In 2002 retired RN and Parish Nurse, Marie Blanchard, solicited the help of nursing students
from Boise State University to conduct neighborhood surveys and established beyond doubt that there
existed a very real need for a free clinic to provide basic health care services to families on the Boise Bench. From this collaboration, The Friendship Clinic was founded in 2003. The clinic is staffed by two part-time employees, and all services are provided by volunteer health care providers. Though the clinic remains a secular entity, space to house the clinic was donated through the ministry of All Saints Episcopal Church. Grassroots fundraising efforts combined with an initial large donation from a local foundation established the start-up funds, and the doors for to the clinic opened in 2004, open Monday evenings to provide basic health care services to the uninsured and underinsured during “off work” hours for most of the working patients. Since that time, the clinic has grown to include acute illness treatment, chronic illness management for diseases like diabetes and hypertension, physical and occupational therapy, mental health counseling, social work services, and health education and nutritional counseling.
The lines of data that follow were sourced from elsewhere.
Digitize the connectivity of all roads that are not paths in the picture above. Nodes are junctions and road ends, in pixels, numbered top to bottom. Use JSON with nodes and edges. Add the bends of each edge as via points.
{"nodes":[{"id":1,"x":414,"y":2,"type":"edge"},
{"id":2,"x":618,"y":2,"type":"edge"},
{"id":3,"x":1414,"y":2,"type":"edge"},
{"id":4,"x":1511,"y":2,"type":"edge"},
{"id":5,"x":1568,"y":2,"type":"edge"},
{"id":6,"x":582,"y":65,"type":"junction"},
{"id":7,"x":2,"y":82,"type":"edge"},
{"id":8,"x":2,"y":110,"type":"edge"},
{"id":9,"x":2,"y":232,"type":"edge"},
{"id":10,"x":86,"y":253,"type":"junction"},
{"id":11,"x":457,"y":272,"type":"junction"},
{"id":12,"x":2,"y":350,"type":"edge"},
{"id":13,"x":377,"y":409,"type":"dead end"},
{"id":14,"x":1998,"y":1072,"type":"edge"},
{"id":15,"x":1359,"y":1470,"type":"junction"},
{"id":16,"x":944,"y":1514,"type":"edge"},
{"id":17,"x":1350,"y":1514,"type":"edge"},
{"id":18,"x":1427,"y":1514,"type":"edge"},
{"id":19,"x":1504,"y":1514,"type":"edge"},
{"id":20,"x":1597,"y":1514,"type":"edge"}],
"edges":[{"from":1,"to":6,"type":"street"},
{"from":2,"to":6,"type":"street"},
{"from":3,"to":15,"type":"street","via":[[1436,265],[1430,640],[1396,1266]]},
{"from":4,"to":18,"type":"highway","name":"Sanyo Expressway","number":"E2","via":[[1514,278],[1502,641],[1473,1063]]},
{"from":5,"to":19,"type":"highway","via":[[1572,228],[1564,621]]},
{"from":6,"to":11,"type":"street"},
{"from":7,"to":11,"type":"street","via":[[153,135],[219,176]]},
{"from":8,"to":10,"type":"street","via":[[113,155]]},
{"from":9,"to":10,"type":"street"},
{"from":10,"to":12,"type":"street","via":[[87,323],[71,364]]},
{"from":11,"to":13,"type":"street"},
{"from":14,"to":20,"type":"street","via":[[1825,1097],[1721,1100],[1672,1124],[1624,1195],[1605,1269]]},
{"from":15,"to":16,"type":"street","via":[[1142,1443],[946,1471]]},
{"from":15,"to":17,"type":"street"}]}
The clinic has now expanded to include Tuesday evenings by partnering with our area universities and medical training programs. The University of Washington Medical School WWAMI Program, which is the collaborative state supported medical school program between Washington, Wyoming, Alaska, Montana, and Idaho, provides medical student volunteers overseen by Preceptors two evenings a month, and the Boise VA Medical Center provides medical residents one evening a month. The clinic also partners with Boise State’s School of Nursing and Idaho State University’s Physician Assistant program to provide student educational opportunities. In this way, our neighbors from the Bench, as well as any others earning less than 200% of federal poverty level in the Boise area, are served and supported by the mission of The Friendship Clinic and the vision set forth by Marie Blanchard 15 years ago. Marie acted as Executive Director of the clinic until retiring in 2016 at age 91. In the Fall of 2016, the Board of Directors of the clinic renamed the clinic The Marie Blanchard Friendship Clinic. Since her retirement from participation in running day-to-day activities of the clinic, Marie remains a voting member of the Board of Directors.
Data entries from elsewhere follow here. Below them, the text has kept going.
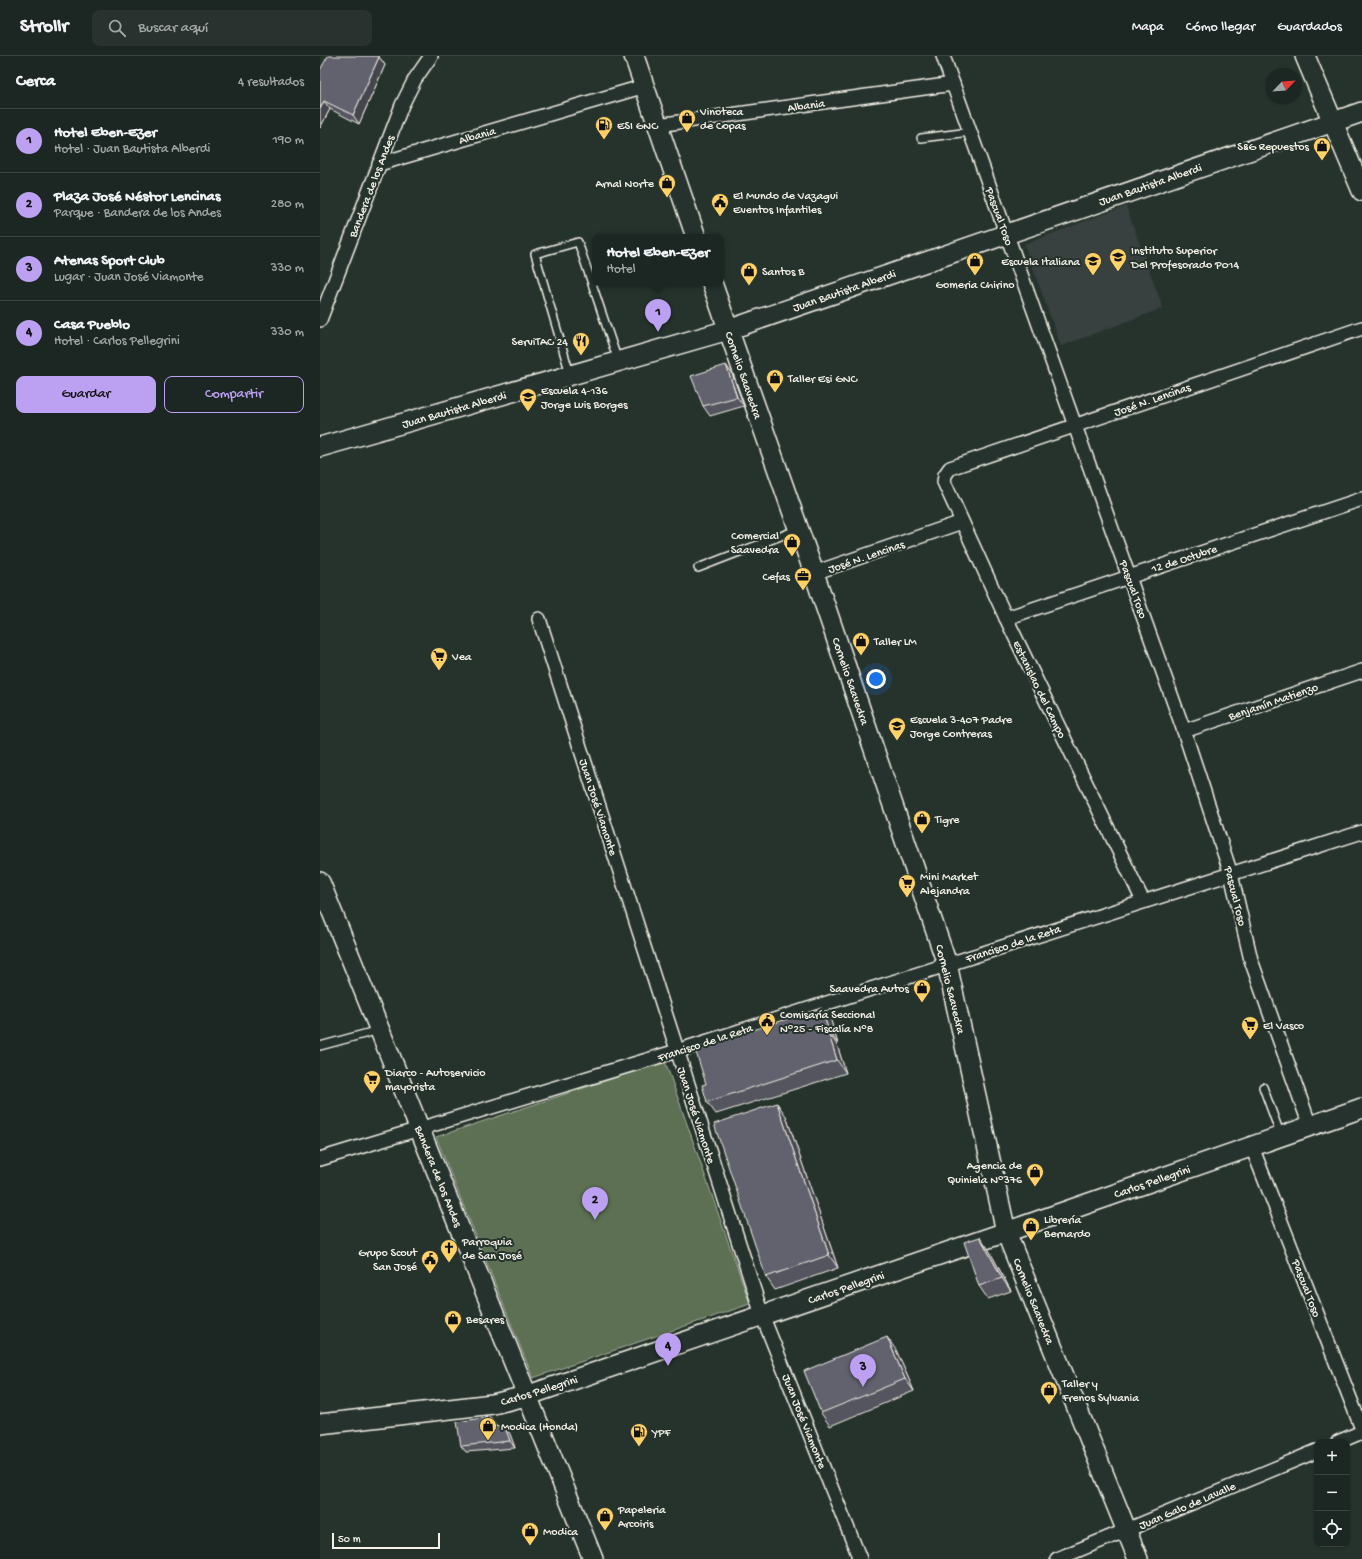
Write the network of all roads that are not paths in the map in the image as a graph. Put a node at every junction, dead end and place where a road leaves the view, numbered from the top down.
1 (431, 56) edge
2 (634, 56) edge
3 (943, 56) edge
4 (1305, 56) edge
5 (953, 84) junction
6 (645, 86) junction
7 (1362, 112) edge
8 (1332, 122) junction
9 (658, 125) junction
10 (970, 132) junction
11 (921, 138) dead end
12 (378, 164) junction
13 (1362, 190) edge
14 (1007, 233) junction
15 (695, 234) edge
16 (592, 284) edge
17 (593, 286) edge
18 (713, 286) edge
19 (320, 320) edge
20 (1362, 328) edge
21 (728, 330) junction
22 (618, 361) junction
23 (571, 375) junction
24 (1075, 425) junction
25 (320, 447) edge
26 (945, 475) joint
27 (1362, 499) edge
28 (962, 522) junction
29 (799, 529) junction
30 (698, 568) dead end
31 (814, 573) junction
32 (1129, 577) junction
33 (1006, 618) junction
34 (539, 619) dead end
35 (1362, 671) edge
36 (1184, 731) junction
37 (1362, 832) edge
38 (1231, 874) junction
39 (320, 882) edge
40 (1143, 901) junction
41 (947, 964) junction
42 (379, 1030) junction
43 (320, 1046) edge
44 (676, 1051) junction
45 (1263, 1087) dead end
46 (1362, 1108) edge
47 (1310, 1126) junction
48 (420, 1130) junction
49 (1281, 1136) junction
50 (1252, 1147) junction
51 (320, 1159) edge
52 (1006, 1232) junction
53 (762, 1315) junction
54 (526, 1396) junction
55 (320, 1424) edge
56 (1362, 1429) edge
57 (1362, 1432) edge
58 (1345, 1439) edge
59 (1314, 1452) edge
60 (1126, 1530) junction
61 (593, 1559) edge
62 (860, 1559) edge
63 (1057, 1559) edge
64 (1138, 1559) edge

1 - 12 street, Bandera de los Andes
2 - 6 street
3 - 5 street, Pascual Toso
4 - 8 street
5 - 9 street, Albania
5 - 10 street, Pascual Toso
6 - 9 street
6 - 12 street, Albania
7 - 8 street, Juan Bautista Alberdi
8 - 13 street
8 - 14 street, Juan Bautista Alberdi
9 - 15 street
10 - 11 lane
10 - 14 street, Pascual Toso
12 - 19 street, Bandera de los Andes
14 - 21 street, Juan Bautista Alberdi
14 - 24 street, Pascual Toso
16 - 23 lane
17 - 22 lane
18 - 21 street, Cornelio Saavedra
20 - 24 street, José N. Lencinas
21 - 22 street, Juan Bautista Alberdi
21 - 29 street, Cornelio Saavedra
22 - 23 street, Juan Bautista Alberdi
23 - 25 street, Juan Bautista Alberdi
24 - 26 street, José N. Lencinas
24 - 32 street, Pascual Toso
26 - 28 street, Estanislao del Campo
27 - 32 street, 12 de Octubre
28 - 31 street, José N. Lencinas
28 - 33 street, Estanislao del Campo
29 - 30 lane
29 - 31 street, Cornelio Saavedra
31 - 41 street, Cornelio Saavedra
32 - 33 street, 12 de Octubre
32 - 36 street, Pascual Toso
33 - 40 street, Estanislao del Campo
34 - 44 street, Juan José Viamonte
35 - 36 street, Benjamín Matienzo
36 - 38 street, Pascual Toso
37 - 38 street, Francisco de la Reta
38 - 40 street, Francisco de la Reta
38 - 47 street, Pascual Toso
39 - 42 street, Bandera de los Andes
40 - 41 street, Francisco de la Reta
41 - 44 street, Francisco de la Reta
41 - 52 street, Cornelio Saavedra
42 - 43 lane
42 - 48 street, Bandera de los Andes
44 - 48 street, Francisco de la Reta
44 - 53 street, Juan José Viamonte
45 - 49 lane
46 - 47 street, Carlos Pellegrini
47 - 49 street, Carlos Pellegrini
48 - 51 street, Francisco de la Reta
48 - 54 street, Bandera de los Andes
49 - 50 street, Carlos Pellegrini
50 - 52 street, Carlos Pellegrini
50 - 56 street, Pascual Toso
52 - 53 street, Carlos Pellegrini
52 - 60 street, Cornelio Saavedra
53 - 54 street, Carlos Pellegrini
53 - 62 street, Juan José Viamonte
54 - 55 street, Carlos Pellegrini
54 - 61 street, Bandera de los Andes
57 - 58 street
59 - 60 street, Juan Galo de Lavalle
60 - 63 street, Juan Galo de Lavalle
60 - 64 street, Cornelio Saavedra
Marie Blanchard grew up the daughter of a Pharmacist in the rural Idaho town of Minidoka. Every day she saw the disparity between the “haves” and the “have nots” in her small community. Her father was often the only health care provider that many of the “have not’s” could turn to, and Marie learned from him the dignity of providing service to her neighbors in need. Marie grew up and became a Nurse carrying on the tradition of healing. After WWII, she lived in Seattle and worked as a stewardess for Pan American Airlines until she married, moved to Boise, Idaho. She remained a nurse, became a mother then a grandmother, retired, and decided to serve as a volunteer Parish Nurse at her church. But she throughout her life she couldn’t stop herself from seeing the disparity between the “haves” and the “have nots,” especially apparent in the neighborhood surrounding her church on Boise’s Bench.

Marie is 93. She is, as the saying goes, smart as a whip! She is as passionate today about the cause of health care for those in need as she has ever been, and she has DONE something about it. People literally owe her their lives, yet few people have any idea who she is or what she has done. Marie Blanchard is our hero!